Prediction of academic performance applying NNs: A focus on statistical feature-shedding and lifestyle
Abstract: Automation has made it possible to garner and preserve students’ data and the modern advent in data science enthusiastically mines this data to predict performance, to the interest of both tutors and tutees. Academic excellence is a phenomenon resulting from a complex set of criteria originating in psychology, habits and according to this study, lifestyle and preferences–justifying machine learning to be ideal in classifying academic soundness. In this paper, computer science majors’ data have been gleaned consensually by surveying at Ahsanullah University, situated in Bangladesh. Visually aided exploratory analysis revealed interesting propensities as features, whose significance was further substantiated by statistically inferential Chi-squared (Χ2) independence tests and independent samples t-tests for categorical and continuous variables respectively, on median/mode-imputed data.
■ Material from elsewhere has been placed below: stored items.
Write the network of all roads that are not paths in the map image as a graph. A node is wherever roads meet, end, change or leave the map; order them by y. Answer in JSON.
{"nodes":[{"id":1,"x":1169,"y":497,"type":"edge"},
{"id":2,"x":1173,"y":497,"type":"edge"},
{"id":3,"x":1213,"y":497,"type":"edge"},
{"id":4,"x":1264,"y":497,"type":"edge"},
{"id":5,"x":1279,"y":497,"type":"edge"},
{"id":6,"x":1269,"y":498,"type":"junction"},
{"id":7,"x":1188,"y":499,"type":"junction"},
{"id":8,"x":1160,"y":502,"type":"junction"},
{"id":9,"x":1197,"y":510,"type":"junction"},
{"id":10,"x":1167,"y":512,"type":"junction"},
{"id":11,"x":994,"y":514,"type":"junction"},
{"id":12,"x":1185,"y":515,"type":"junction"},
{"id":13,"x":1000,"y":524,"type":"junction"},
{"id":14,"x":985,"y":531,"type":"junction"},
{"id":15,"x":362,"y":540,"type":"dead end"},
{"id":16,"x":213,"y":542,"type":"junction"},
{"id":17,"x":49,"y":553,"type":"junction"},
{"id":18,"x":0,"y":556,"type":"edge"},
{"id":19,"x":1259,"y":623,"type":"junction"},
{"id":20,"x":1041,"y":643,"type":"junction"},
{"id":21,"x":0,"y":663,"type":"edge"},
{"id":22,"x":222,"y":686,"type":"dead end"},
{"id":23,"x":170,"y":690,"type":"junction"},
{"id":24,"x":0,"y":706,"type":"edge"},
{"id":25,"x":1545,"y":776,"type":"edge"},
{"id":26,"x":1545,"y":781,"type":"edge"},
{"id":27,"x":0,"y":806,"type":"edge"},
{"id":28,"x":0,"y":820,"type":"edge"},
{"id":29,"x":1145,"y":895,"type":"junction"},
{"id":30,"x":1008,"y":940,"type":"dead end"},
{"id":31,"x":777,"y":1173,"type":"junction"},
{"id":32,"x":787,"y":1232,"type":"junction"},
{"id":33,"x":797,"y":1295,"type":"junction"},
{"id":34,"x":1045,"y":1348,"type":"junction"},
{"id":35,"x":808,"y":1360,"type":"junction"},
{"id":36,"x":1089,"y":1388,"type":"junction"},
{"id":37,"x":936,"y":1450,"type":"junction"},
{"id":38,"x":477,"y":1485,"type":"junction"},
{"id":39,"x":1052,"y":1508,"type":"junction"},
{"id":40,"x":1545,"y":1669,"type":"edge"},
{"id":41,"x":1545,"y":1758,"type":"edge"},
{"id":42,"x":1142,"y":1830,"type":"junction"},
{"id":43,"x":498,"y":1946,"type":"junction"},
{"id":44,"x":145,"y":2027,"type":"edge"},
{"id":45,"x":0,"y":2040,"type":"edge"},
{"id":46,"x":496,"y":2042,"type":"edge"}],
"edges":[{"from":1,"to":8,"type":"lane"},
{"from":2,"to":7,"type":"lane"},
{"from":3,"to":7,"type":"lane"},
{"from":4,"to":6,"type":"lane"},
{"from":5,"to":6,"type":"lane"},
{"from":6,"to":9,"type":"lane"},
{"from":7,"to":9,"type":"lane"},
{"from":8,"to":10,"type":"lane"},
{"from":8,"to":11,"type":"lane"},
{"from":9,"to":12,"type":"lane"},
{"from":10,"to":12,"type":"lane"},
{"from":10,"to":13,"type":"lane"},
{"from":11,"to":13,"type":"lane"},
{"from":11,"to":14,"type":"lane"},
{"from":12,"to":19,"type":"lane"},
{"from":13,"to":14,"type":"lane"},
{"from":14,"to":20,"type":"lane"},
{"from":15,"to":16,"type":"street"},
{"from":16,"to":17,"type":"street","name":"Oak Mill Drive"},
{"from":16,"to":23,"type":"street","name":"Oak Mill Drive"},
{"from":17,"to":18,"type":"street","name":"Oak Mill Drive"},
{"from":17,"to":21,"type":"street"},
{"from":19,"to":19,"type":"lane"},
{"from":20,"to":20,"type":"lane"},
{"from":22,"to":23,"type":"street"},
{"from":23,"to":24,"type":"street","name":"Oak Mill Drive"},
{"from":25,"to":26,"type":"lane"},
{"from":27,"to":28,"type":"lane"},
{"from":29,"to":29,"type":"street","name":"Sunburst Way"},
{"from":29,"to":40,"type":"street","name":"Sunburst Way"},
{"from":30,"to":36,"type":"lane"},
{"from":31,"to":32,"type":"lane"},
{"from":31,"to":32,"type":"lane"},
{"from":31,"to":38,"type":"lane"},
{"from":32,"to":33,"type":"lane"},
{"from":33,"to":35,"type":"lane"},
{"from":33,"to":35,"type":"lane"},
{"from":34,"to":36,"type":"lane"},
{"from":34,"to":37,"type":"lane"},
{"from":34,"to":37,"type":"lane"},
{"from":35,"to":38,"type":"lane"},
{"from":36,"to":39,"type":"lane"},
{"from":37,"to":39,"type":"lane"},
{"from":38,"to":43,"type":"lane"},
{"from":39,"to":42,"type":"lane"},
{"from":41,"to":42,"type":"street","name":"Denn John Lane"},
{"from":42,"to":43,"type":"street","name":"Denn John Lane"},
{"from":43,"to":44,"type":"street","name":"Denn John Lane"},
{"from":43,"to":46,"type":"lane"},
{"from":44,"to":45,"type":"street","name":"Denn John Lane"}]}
The initially relaxed p-value retained all exploratorily analyzed features, but gradual rigidification exposed the most powerful features by fitting neural networks of decreasing complexity i.e., having 24, 20 and finally 12 hidden neurons. Statistical inference uniquely helped shed off weak features prior to training, thus optimizing time and generally large computational power to train expensive predictive models. The k-fold cross-validated, hyper-parametrically tuned, robust models performed with average accuracies wavering between 90% to 96% and an average 89.21% F1-score on the optimal model, with the incremental improvement in models proven by statistical ANOVA.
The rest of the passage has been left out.